My old ballet instructor had a poster on the wall of the studio that I can only assume was meant to inspire us. I'm sure it made her feel very groovy and inclusive whenever she turned her steely gaze away from our barre exercises long enough to do a visual check of the premises, the little rottweiler.
The poster was a close-up photograph of a ballerina's feet on tiptoe, in pink pointe shoes, with pink silk ribbons ferruling along the girl's ankles. The text laid over this image was the old standard:
"If you believe it, you can become it.
If you dream it, you can do it."
Which is an utter pile of pants, as we all know. True story: not all dreams can come true. But then, not all dreams should come true.

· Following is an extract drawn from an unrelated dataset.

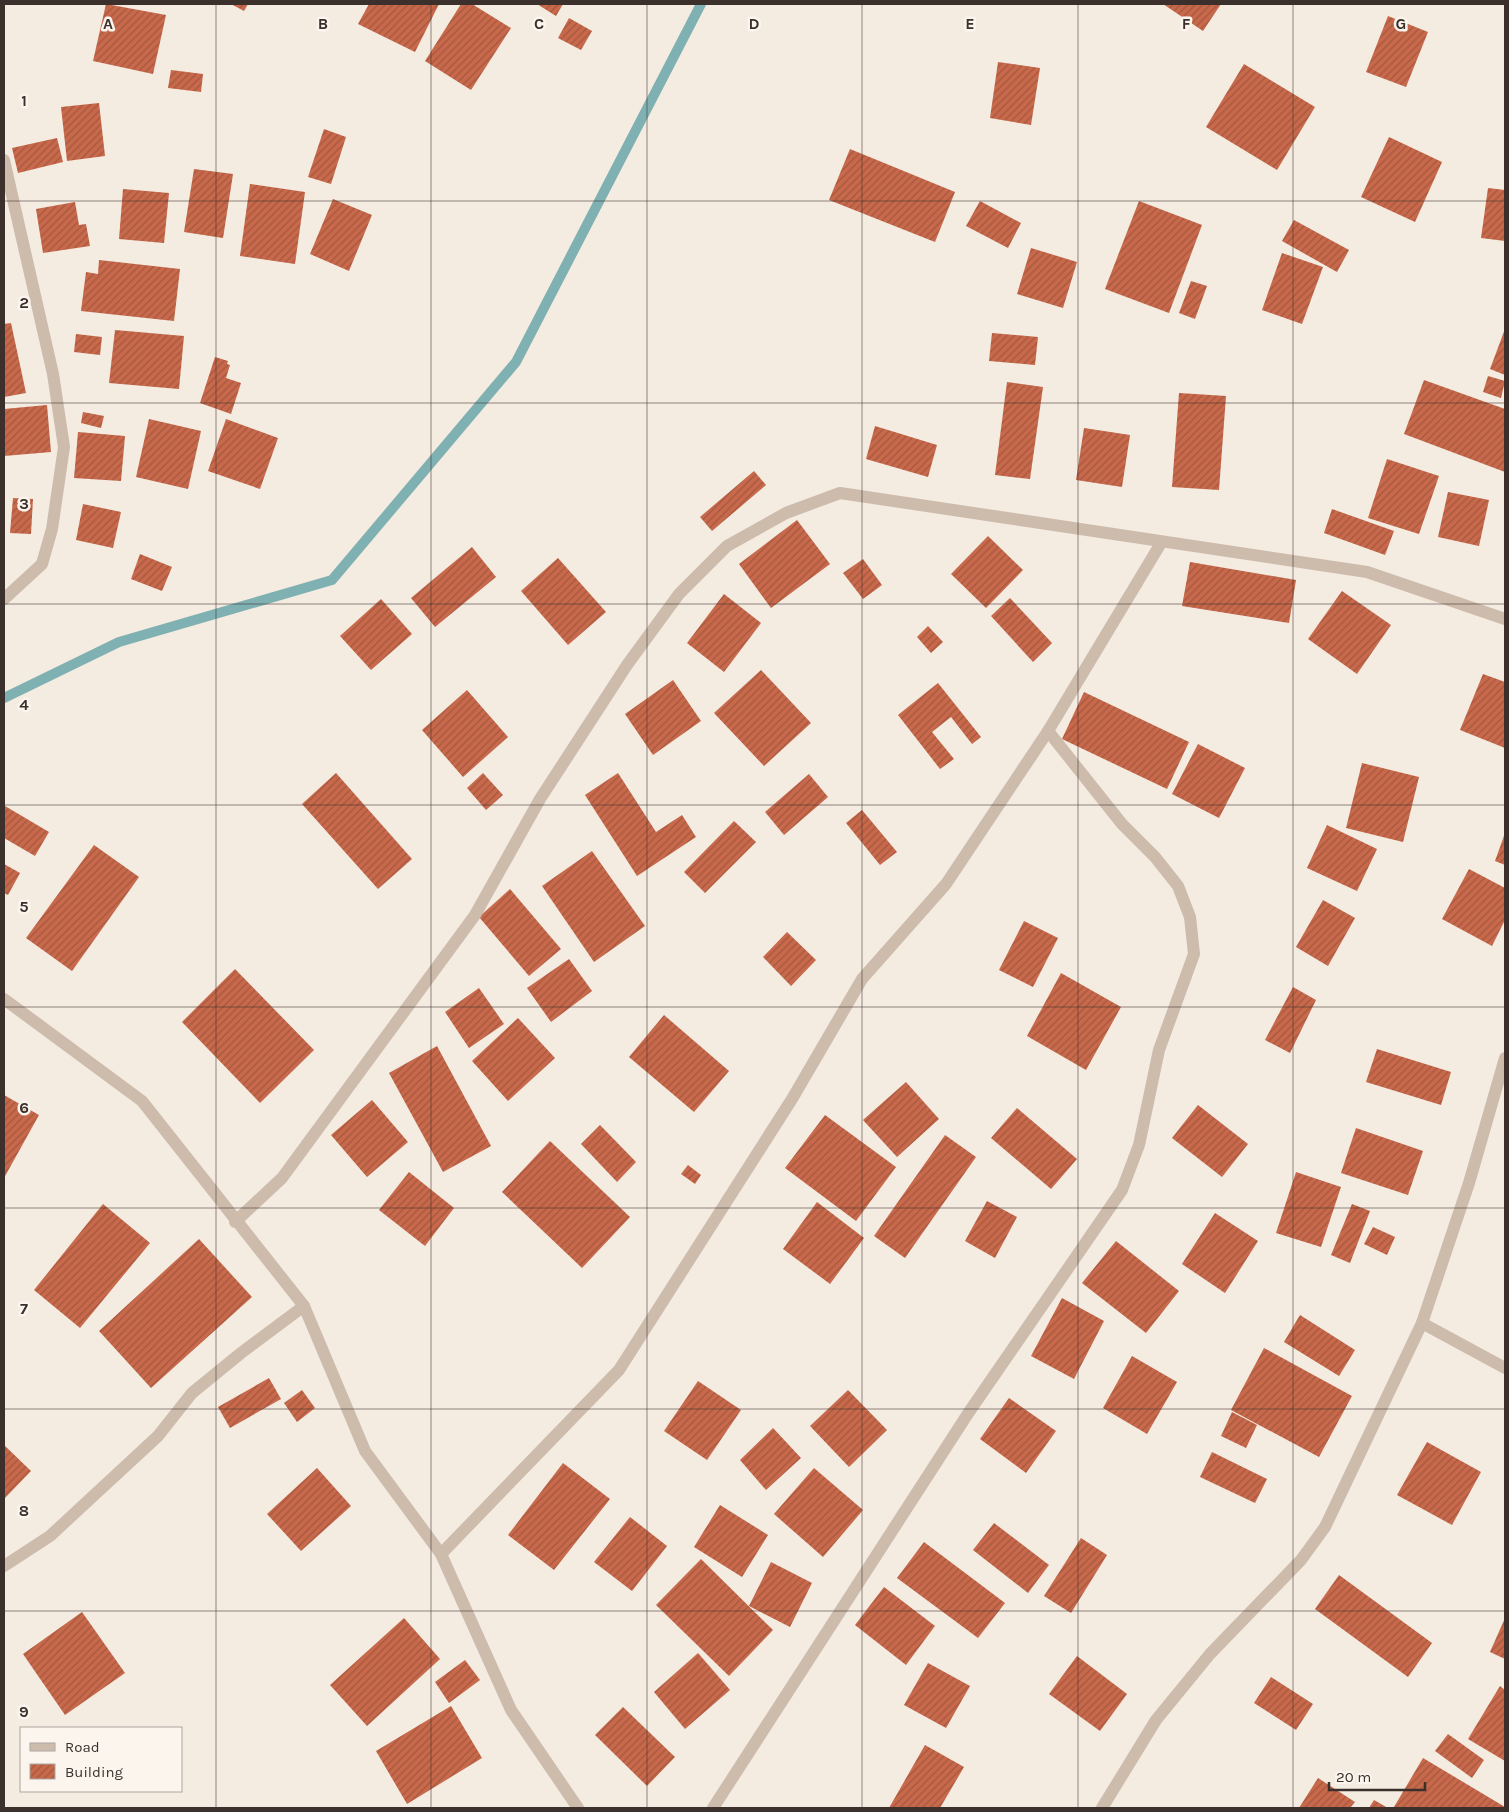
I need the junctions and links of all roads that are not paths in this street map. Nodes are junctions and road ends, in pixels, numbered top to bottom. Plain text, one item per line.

Especially not in ballet, of all places, where only one in several million will even have a chance at a career in the field, nevermind success. Hell, most of us never even got to wear those damn pointe shoes. And in retrospect, thank god.
There came a day in class when Madame Rottweiler announced who would be moving up from basic ballet to her advanced pointe class. Not surprisingly, the list was very short, and included only those girls she had been lavishing all her attention on for the last three years. I was not on the list, due to my woefully non-anorexic preteen form, and I was livid. God only knows where I had gotten the idea that if I only worked hard enough, applied myself to my goals, and dreamed big, that I could overcome any obstacles.
Well, I probably got some of those wacky ideas from my Mom, who was very supportive and who encouraged me to try anything I wanted to put my hand to, and then drove me around to countless practices as I carried out my various plans for prodigy-hood.
I wasn't ever really a prodigy, per se, but not for lack of trying. Which was probably where I got off on the wrong foot to begin with, you know? Aren't child prodigies supposed to just sort of happen, anyway? One day you magically sit down at the piano at the age of, say, two, and BAM your life is determined. You are gifted and talented, so off you go. That never happened to me. But then, the back of the wardobe in my grandfather's house never opened onto a snowy scene of winter in Narnia, either.
But ballet lessons did give me kickass posture, and an encyclopedic knowledge of the TV show FAME, which was on the air during my dancer phase. FAME also liked to push the notion that all you needed to succeed was hard work and determination. Inherent talent is such an elitist idea that we don't like to talk about it too much in our shining example of a democracy. Nor do we like to bring up such realities as accidents of birth, genetics, and sheer luck.
In retrospect, I'm glad I never got to take pointe. It is apparently horrible for your feet. Like, they BLEED. And I'm not so in favor of the bleeding process. And I walked out of those ballet classes -- which I stopped taking after the pointe-class incident -- with my excellent posture, right smack into middle school, which we all know to be the seventh level of hell. But at least I knew how to keep my head held high and my back straight as I faced the slings and arrows.
Sometimes you just don't realize what it is you have actually been wishing for.